### The task
Return the records in full, with every character preserved.

### Data to examine
____________________

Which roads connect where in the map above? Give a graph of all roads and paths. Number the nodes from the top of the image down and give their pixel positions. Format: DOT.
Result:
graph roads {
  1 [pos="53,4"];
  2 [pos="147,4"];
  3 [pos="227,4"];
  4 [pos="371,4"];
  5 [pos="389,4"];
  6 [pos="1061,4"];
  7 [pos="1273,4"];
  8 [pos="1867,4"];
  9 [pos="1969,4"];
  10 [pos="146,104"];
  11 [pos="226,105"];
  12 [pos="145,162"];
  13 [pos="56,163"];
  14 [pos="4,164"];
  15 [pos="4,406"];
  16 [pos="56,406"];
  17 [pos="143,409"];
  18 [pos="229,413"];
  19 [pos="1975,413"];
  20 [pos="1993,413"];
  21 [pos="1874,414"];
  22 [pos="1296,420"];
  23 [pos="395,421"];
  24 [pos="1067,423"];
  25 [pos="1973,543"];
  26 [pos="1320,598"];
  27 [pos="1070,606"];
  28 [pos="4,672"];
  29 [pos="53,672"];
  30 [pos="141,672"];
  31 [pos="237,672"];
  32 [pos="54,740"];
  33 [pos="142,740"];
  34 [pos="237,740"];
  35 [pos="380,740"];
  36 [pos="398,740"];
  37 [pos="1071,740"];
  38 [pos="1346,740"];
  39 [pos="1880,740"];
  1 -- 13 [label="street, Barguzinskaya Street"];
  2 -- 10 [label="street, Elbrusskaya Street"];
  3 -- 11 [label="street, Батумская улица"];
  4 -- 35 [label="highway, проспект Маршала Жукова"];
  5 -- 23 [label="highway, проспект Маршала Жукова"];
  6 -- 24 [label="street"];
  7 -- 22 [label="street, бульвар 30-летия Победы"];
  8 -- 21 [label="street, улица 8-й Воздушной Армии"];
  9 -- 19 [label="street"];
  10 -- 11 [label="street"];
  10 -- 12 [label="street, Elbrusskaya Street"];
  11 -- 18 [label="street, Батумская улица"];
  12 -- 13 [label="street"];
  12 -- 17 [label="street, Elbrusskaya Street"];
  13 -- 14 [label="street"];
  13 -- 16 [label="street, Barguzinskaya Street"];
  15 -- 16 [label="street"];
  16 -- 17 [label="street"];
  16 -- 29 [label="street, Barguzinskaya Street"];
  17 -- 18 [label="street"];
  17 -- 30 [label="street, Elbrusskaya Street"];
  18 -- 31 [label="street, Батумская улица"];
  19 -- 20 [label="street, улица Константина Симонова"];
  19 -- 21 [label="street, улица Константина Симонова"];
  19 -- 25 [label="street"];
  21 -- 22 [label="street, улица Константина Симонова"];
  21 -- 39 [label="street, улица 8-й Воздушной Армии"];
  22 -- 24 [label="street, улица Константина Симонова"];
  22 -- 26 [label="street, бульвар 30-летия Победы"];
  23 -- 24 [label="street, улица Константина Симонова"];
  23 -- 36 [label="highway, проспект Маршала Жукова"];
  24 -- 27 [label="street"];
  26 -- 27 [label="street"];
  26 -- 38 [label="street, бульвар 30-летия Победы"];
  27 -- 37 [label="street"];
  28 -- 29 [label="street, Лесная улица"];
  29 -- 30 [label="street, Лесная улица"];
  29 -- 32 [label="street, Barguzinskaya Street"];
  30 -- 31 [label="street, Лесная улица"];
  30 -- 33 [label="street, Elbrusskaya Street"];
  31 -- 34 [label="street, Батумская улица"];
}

____________________

### Result for this task
Which roads connect where in the map above? Give a graph of all roads and paths. Number the nodes from the top of the image down and give their pixel positions. Format: DOT.
Result:
graph roads {
  1 [pos="53,4"];
  2 [pos="147,4"];
  3 [pos="227,4"];
  4 [pos="371,4"];
  5 [pos="389,4"];
  6 [pos="1061,4"];
  7 [pos="1273,4"];
  8 [pos="1867,4"];
  9 [pos="1969,4"];
  10 [pos="146,104"];
  11 [pos="226,105"];
  12 [pos="145,162"];
  13 [pos="56,163"];
  14 [pos="4,164"];
  15 [pos="4,406"];
  16 [pos="56,406"];
  17 [pos="143,409"];
  18 [pos="229,413"];
  19 [pos="1975,413"];
  20 [pos="1993,413"];
  21 [pos="1874,414"];
  22 [pos="1296,420"];
  23 [pos="395,421"];
  24 [pos="1067,423"];
  25 [pos="1973,543"];
  26 [pos="1320,598"];
  27 [pos="1070,606"];
  28 [pos="4,672"];
  29 [pos="53,672"];
  30 [pos="141,672"];
  31 [pos="237,672"];
  32 [pos="54,740"];
  33 [pos="142,740"];
  34 [pos="237,740"];
  35 [pos="380,740"];
  36 [pos="398,740"];
  37 [pos="1071,740"];
  38 [pos="1346,740"];
  39 [pos="1880,740"];
  1 -- 13 [label="street, Barguzinskaya Street"];
  2 -- 10 [label="street, Elbrusskaya Street"];
  3 -- 11 [label="street, Батумская улица"];
  4 -- 35 [label="highway, проспект Маршала Жукова"];
  5 -- 23 [label="highway, проспект Маршала Жукова"];
  6 -- 24 [label="street"];
  7 -- 22 [label="street, бульвар 30-летия Победы"];
  8 -- 21 [label="street, улица 8-й Воздушной Армии"];
  9 -- 19 [label="street"];
  10 -- 11 [label="street"];
  10 -- 12 [label="street, Elbrusskaya Street"];
  11 -- 18 [label="street, Батумская улица"];
  12 -- 13 [label="street"];
  12 -- 17 [label="street, Elbrusskaya Street"];
  13 -- 14 [label="street"];
  13 -- 16 [label="street, Barguzinskaya Street"];
  15 -- 16 [label="street"];
  16 -- 17 [label="street"];
  16 -- 29 [label="street, Barguzinskaya Street"];
  17 -- 18 [label="street"];
  17 -- 30 [label="street, Elbrusskaya Street"];
  18 -- 31 [label="street, Батумская улица"];
  19 -- 20 [label="street, улица Константина Симонова"];
  19 -- 21 [label="street, улица Константина Симонова"];
  19 -- 25 [label="street"];
  21 -- 22 [label="street, улица Константина Симонова"];
  21 -- 39 [label="street, улица 8-й Воздушной Армии"];
  22 -- 24 [label="street, улица Константина Симонова"];
  22 -- 26 [label="street, бульвар 30-летия Победы"];
  23 -- 24 [label="street, улица Константина Симонова"];
  23 -- 36 [label="highway, проспект Маршала Жукова"];
  24 -- 27 [label="street"];
  26 -- 27 [label="street"];
  26 -- 38 [label="street, бульвар 30-летия Победы"];
  27 -- 37 [label="street"];
  28 -- 29 [label="street, Лесная улица"];
  29 -- 30 [label="street, Лесная улица"];
  29 -- 32 [label="street, Barguzinskaya Street"];
  30 -- 31 [label="street, Лесная улица"];
  30 -- 33 [label="street, Elbrusskaya Street"];
  31 -- 34 [label="street, Батумская улица"];
}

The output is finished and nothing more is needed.